Some years ago a cousin in Derry told us a thug from up the street went into their corner shop, picked up a sandwich and walked out, eating it. When the lady owner protested she was told to “F- off”. They said most people who live where we grew up do not go out after dark, for fear.

A friend/former colleague, grew up in St Helens, Lancs, Rugby League country, father a coal-miner, bright, got her doctorate in Physics in Oxford Uni, saw that the working class had been robbed of its brains by the 11+; the Labour Party had no good leaders, has lost is way, doesn’t know what to do.  It’s the same in Derry: bright ones have moved out the Culmore Road and so on, are not part of what they grew up in. Seems this has always been going on  (sigh).


How meritocracy made the modern world
496pp. Allen Lane. £25.

Adrian Wooldridge

It is the oldest yet the latest thing. At the dawn of recorded political thought, meritocracy surfaces, hot and strong, in Plato’s Republic:

The eye of the ruler must not be pitiful towards his child because he has to descend in the scale and become a husbandman or an artisan, just as there may be sons of artisans who having an admixture of gold or silver in them are raised to honour, and become Guardians or auxiliaries.

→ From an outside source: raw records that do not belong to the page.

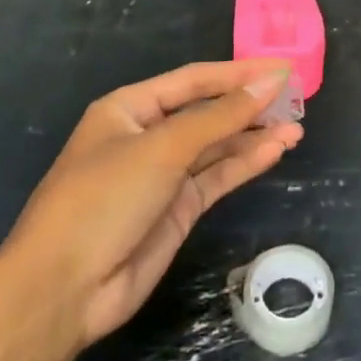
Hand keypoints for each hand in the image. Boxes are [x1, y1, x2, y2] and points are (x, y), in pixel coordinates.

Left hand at [2, 60, 300, 352]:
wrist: (63, 291)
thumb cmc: (104, 198)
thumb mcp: (163, 148)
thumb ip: (221, 116)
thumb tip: (270, 82)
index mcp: (130, 108)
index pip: (194, 81)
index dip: (239, 73)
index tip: (282, 69)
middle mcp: (148, 136)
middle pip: (208, 112)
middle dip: (249, 105)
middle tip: (296, 98)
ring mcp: (163, 175)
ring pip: (217, 146)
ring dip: (254, 136)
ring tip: (296, 128)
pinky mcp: (177, 210)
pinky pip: (217, 177)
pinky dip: (245, 164)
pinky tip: (275, 151)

For an oracle says that when a man of brass or iron guards the State, it will be destroyed. [Translated by Benjamin Jowett, 1888]

Plato adds, almost playfully, “such is the tale; is there any possibility of making our citizens believe in it?”

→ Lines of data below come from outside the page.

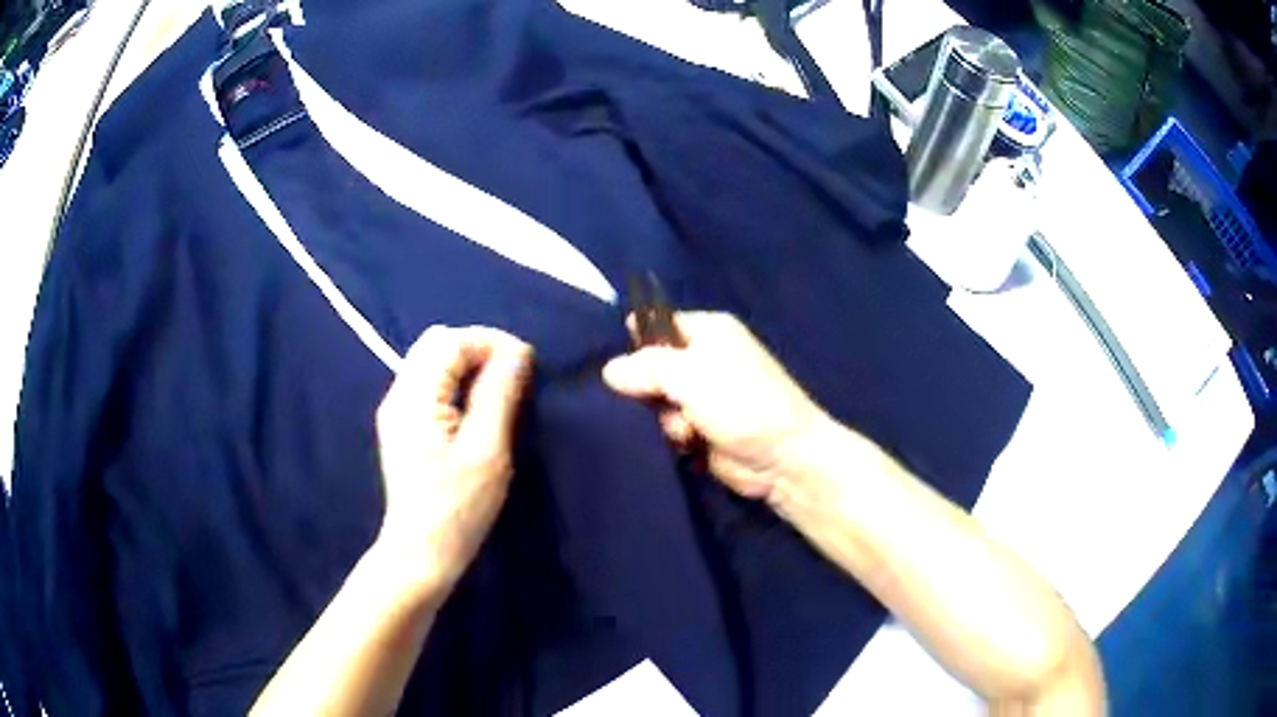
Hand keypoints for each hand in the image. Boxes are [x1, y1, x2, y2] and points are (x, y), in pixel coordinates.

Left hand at [374, 325, 533, 600]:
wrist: (421, 553)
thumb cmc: (458, 508)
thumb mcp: (488, 450)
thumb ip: (499, 394)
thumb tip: (518, 351)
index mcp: (414, 397)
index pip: (450, 341)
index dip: (491, 342)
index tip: (527, 363)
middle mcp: (398, 394)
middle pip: (436, 344)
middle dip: (478, 349)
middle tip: (514, 375)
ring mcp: (397, 411)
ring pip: (431, 362)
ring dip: (468, 365)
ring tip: (500, 390)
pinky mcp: (402, 426)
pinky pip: (429, 384)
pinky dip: (456, 382)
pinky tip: (476, 407)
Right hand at [602, 312, 830, 502]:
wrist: (783, 458)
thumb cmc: (741, 403)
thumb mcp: (690, 375)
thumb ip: (646, 367)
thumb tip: (610, 370)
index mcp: (709, 332)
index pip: (660, 324)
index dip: (638, 341)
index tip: (620, 365)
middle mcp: (704, 359)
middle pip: (653, 366)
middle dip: (647, 387)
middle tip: (652, 401)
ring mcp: (703, 396)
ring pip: (657, 400)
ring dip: (664, 418)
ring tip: (685, 430)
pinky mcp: (701, 428)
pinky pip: (669, 425)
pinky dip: (674, 435)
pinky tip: (687, 444)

Adrian Wooldridge’s extraordinary and irresistible history of meritocracy, The Aristocracy of Talent, describes the repeated efforts over the centuries to persuade peoples all over the world to accept the principle and compel society to organize itself on lines where merit alone, not bloodlines or bank balances, decides who rules and gets top dollar. There seems to be no appreciable difference between the warning of Plato’s oracle and the foreboding of Sir Robert Morant, the great mandarin who masterminded the 1902 Education Act: “the more we develop our society on democratic lines, without this scrupulous safeguarding of the ‘guidance of brains’ in each and every sphere of national life, the more surely will the democratic State be beaten, in the long run, in the international struggle for existence”.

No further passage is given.